▸ **About this exercise**: Find the string "main" in the data, and copy out each line that has it.

▸ **Dataset entries**:
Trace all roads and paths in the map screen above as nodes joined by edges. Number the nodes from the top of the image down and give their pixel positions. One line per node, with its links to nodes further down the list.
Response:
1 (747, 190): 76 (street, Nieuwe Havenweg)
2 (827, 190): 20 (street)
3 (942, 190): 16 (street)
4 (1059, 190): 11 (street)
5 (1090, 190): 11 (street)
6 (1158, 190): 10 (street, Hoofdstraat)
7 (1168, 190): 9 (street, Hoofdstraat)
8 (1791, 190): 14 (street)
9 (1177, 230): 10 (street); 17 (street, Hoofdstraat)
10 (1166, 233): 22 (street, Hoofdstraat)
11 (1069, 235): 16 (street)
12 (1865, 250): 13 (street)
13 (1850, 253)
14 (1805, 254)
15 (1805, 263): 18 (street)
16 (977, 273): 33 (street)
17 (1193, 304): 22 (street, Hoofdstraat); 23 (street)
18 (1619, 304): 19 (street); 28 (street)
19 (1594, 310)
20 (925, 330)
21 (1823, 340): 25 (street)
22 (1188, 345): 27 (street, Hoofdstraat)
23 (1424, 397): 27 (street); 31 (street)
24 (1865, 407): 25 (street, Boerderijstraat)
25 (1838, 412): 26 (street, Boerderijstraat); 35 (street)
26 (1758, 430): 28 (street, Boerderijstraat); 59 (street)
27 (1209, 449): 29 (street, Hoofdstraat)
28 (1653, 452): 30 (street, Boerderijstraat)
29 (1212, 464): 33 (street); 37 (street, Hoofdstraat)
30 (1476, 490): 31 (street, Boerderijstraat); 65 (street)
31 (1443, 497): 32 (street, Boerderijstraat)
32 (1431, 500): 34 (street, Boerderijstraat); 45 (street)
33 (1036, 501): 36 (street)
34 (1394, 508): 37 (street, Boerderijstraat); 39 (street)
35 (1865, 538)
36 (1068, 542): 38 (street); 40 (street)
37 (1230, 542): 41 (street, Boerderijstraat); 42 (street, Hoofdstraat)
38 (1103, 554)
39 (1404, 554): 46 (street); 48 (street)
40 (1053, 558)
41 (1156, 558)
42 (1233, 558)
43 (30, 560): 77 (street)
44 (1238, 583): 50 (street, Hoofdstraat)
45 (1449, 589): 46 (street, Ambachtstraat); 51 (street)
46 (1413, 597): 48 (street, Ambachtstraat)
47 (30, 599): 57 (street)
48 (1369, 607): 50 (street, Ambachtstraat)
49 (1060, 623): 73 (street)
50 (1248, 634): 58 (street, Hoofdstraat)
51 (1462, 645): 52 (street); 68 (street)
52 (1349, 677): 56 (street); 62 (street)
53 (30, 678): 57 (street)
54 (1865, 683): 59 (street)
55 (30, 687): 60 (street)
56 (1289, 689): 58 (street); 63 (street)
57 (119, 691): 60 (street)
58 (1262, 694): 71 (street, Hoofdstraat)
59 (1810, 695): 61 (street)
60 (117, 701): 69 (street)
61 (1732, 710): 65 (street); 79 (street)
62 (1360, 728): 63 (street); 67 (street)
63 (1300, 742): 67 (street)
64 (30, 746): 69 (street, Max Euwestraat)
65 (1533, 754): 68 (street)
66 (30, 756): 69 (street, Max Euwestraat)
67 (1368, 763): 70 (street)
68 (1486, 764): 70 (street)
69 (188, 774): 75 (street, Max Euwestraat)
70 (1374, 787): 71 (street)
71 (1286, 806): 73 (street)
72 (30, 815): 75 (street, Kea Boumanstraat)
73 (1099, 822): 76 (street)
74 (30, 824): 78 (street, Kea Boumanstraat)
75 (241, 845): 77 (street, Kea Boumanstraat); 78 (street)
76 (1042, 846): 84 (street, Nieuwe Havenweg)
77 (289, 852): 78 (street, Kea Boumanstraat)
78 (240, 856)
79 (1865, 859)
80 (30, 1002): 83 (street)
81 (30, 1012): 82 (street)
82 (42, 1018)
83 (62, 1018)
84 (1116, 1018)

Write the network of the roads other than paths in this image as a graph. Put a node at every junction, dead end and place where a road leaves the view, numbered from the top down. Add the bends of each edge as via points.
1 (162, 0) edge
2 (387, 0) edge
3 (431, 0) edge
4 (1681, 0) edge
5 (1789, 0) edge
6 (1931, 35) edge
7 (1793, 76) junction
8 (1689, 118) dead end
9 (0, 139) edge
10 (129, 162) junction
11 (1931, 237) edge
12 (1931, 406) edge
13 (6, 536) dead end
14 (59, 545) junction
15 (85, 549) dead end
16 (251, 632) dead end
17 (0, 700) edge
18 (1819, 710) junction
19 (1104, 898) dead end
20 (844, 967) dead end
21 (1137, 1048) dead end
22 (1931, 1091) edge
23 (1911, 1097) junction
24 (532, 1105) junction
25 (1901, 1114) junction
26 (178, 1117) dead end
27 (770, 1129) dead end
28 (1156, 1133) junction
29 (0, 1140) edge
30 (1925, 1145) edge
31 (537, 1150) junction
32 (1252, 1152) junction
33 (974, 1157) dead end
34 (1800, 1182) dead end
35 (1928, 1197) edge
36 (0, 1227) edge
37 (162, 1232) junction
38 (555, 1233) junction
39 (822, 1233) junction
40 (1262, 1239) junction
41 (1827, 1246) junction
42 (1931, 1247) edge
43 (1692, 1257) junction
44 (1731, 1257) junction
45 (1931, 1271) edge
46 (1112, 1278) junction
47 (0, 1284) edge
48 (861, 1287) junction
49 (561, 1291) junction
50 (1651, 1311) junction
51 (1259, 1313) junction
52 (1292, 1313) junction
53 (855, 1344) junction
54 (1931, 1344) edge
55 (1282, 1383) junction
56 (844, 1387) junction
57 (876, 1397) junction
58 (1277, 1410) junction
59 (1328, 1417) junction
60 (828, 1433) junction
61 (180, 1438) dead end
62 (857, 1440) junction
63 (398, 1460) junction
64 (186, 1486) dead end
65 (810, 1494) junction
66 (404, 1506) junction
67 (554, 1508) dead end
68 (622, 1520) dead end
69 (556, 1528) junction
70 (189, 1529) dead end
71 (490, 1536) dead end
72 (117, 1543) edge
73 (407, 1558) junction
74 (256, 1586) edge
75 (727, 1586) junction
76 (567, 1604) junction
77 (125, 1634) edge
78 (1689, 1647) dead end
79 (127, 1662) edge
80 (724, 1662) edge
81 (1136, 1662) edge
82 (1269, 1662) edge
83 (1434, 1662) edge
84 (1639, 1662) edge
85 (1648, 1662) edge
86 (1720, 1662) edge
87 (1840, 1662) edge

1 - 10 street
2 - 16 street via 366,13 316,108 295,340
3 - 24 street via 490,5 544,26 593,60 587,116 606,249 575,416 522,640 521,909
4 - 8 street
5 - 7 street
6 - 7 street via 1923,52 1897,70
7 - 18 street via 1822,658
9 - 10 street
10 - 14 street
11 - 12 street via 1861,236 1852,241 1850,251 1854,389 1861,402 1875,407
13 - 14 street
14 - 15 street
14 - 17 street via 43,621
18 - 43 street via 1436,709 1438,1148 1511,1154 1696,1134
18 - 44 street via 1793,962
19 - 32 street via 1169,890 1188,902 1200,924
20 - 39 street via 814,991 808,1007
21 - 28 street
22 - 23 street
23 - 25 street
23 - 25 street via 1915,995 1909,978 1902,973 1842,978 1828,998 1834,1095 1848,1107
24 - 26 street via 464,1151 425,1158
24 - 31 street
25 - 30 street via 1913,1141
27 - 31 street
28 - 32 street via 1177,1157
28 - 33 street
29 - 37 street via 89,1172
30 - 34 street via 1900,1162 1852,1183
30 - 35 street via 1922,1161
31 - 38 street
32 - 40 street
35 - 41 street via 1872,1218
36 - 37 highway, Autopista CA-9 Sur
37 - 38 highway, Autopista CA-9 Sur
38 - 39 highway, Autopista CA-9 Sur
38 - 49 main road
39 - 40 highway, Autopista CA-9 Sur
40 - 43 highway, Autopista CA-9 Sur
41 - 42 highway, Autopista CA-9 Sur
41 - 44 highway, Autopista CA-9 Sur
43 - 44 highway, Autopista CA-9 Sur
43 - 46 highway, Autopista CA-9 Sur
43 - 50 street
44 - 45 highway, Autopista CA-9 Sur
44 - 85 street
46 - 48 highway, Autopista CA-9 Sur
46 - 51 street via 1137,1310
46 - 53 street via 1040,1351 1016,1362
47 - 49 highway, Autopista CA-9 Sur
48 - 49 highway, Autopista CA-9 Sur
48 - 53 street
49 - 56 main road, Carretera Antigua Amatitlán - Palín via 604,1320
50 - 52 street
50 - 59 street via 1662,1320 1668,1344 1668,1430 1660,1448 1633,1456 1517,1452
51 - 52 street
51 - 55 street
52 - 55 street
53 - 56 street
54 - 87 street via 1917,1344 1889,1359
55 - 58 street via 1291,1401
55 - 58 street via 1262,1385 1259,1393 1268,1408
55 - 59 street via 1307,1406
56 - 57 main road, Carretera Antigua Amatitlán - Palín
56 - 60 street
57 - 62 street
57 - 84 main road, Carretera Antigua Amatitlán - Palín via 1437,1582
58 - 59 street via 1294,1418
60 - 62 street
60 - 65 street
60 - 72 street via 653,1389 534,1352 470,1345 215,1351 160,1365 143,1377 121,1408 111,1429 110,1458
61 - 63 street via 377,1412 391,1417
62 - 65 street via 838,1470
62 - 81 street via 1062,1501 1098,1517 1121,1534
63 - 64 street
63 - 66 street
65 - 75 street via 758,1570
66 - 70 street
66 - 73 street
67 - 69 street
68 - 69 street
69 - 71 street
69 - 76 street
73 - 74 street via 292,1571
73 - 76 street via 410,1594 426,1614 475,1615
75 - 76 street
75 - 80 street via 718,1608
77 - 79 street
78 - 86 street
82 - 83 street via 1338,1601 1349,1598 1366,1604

▸ **Task answer**:
38 - 49 main road
49 - 56 main road, Carretera Antigua Amatitlán - Palín via 604,1320
56 - 57 main road, Carretera Antigua Amatitlán - Palín
57 - 84 main road, Carretera Antigua Amatitlán - Palín via 1437,1582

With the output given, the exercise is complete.